As Easter draws near, it’s a good time to talk about its central component: the resurrection of Jesus Christ. In my recent posts, “Pulling Back the curtain on Materialism” and “God is not a god,” I tried to show incoherence of the materialist ontology concerning the question of the existence of God, and that idealism is a much better fit, especially in light of what we know about quantum realities (see also “Reality…what reality?” and “Christ, the Cosmic Mind, and Consciousness” for further background into this philosophical discussion).
What’s interesting about this is that what you think about the resurrection of Jesus Christ reveals more about your worldview than whether or not miracles are actually possible.
For instance, the historical evidence surrounding the Easter story is pretty much not disputed by credible historians and textual critics.
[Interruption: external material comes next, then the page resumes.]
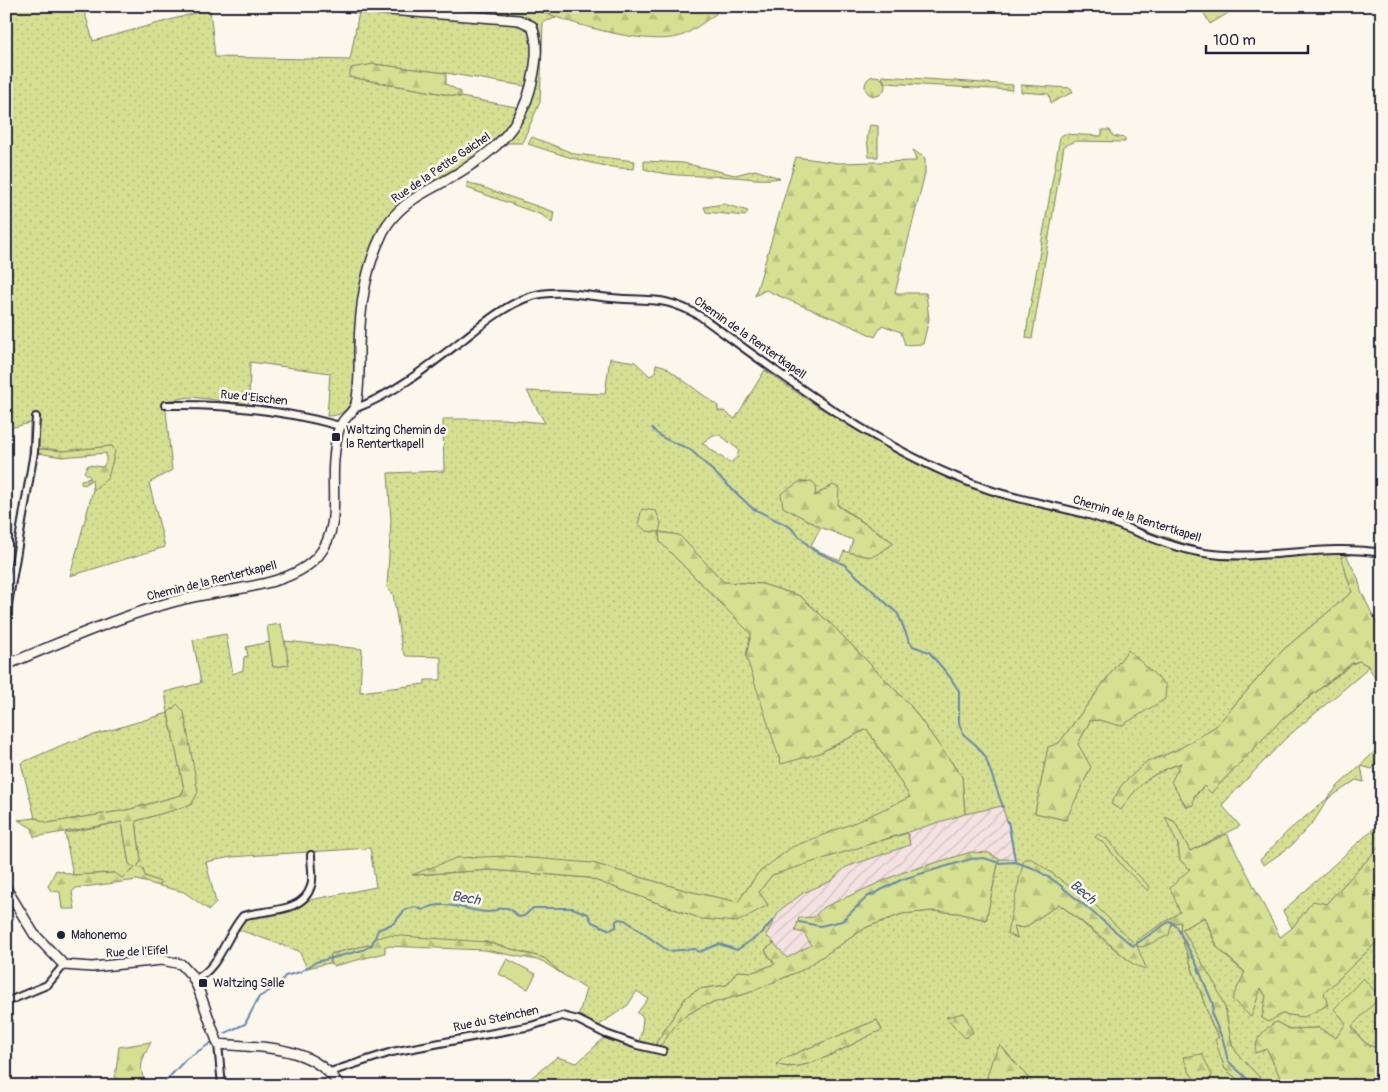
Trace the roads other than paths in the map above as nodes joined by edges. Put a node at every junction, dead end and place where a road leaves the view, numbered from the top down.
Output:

Here’s what a former atheist philosopher and a current atheist textual critic (respectively) said about the Easter event:
“The evidence for the resurrection is better than any other for claimed miracles in any other religion. It’s outstandingly different in quality and quantity…” (Antony Flew, “Did the Resurrection Happen?”, p.85)
“There are a couple of things that we can say for certain about Jesus after His death. We can say with relative certainty, for example, that He was buried. The earliest accounts we have are fairly unanimous in saying that Jesus was in fact buried by this fellow Joseph of Arimathea, and so it’s relatively reliable that that’s what happened. We also have solid traditions to indicate that women found this tomb empty three days later. This is attested in all of our gospel sources, early and late, and so it appears to be a historical datum. And so I think we can say that after Jesus death, with some certainty, that He was buried… and three days later appears not to have been in the tomb.” (Bart Ehrman, “Lecture on the Historical Jesus with the Teaching Company”).
What’s in question is not the historical event itself but whether or not a miracle occurred. Naturalist reasoning (via David Hume and Ehrman) says that miracles cannot occur because they violate natural regularities and aren’t part of our normal human experience. This argument is not only circular but it shows a fundamental misunderstanding of the claim (see video below for explanation).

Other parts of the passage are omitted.